Without changing a single word, output each entry.

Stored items
_ _ _

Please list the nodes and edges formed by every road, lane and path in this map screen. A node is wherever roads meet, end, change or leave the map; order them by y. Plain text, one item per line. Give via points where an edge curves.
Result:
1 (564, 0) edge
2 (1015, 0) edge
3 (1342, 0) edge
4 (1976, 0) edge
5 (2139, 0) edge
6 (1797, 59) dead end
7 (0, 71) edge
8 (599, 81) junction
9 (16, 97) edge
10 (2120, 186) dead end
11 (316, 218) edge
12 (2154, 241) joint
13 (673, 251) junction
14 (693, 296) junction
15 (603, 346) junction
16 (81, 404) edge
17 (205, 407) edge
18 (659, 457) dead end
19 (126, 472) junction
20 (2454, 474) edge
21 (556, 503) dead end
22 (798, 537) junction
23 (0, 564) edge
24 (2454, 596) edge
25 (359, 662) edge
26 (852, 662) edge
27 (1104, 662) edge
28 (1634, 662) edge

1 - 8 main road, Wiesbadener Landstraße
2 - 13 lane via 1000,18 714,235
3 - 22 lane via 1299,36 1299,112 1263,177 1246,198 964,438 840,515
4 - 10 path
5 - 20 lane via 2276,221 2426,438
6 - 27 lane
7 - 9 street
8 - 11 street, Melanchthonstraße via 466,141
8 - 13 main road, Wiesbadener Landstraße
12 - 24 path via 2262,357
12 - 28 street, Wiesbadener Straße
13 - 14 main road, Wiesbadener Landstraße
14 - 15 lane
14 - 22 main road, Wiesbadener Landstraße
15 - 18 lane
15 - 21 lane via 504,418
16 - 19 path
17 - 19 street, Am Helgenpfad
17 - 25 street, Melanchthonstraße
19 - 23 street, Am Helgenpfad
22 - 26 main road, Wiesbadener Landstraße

_ _ _

** TASK RESPONSE **
Please list the nodes and edges formed by every road, lane and path in this map screen. A node is wherever roads meet, end, change or leave the map; order them by y. Plain text, one item per line. Give via points where an edge curves.
Result:
1 (564, 0) edge
2 (1015, 0) edge
3 (1342, 0) edge
4 (1976, 0) edge
5 (2139, 0) edge
6 (1797, 59) dead end
7 (0, 71) edge
8 (599, 81) junction
9 (16, 97) edge
10 (2120, 186) dead end
11 (316, 218) edge
12 (2154, 241) joint
13 (673, 251) junction
14 (693, 296) junction
15 (603, 346) junction
16 (81, 404) edge
17 (205, 407) edge
18 (659, 457) dead end
19 (126, 472) junction
20 (2454, 474) edge
21 (556, 503) dead end
22 (798, 537) junction
23 (0, 564) edge
24 (2454, 596) edge
25 (359, 662) edge
26 (852, 662) edge
27 (1104, 662) edge
28 (1634, 662) edge

1 - 8 main road, Wiesbadener Landstraße
2 - 13 lane via 1000,18 714,235
3 - 22 lane via 1299,36 1299,112 1263,177 1246,198 964,438 840,515
4 - 10 path
5 - 20 lane via 2276,221 2426,438
6 - 27 lane
7 - 9 street
8 - 11 street, Melanchthonstraße via 466,141
8 - 13 main road, Wiesbadener Landstraße
12 - 24 path via 2262,357
12 - 28 street, Wiesbadener Straße
13 - 14 main road, Wiesbadener Landstraße
14 - 15 lane
14 - 22 main road, Wiesbadener Landstraße
15 - 18 lane
15 - 21 lane via 504,418
16 - 19 path
17 - 19 street, Am Helgenpfad
17 - 25 street, Melanchthonstraße
19 - 23 street, Am Helgenpfad
22 - 26 main road, Wiesbadener Landstraße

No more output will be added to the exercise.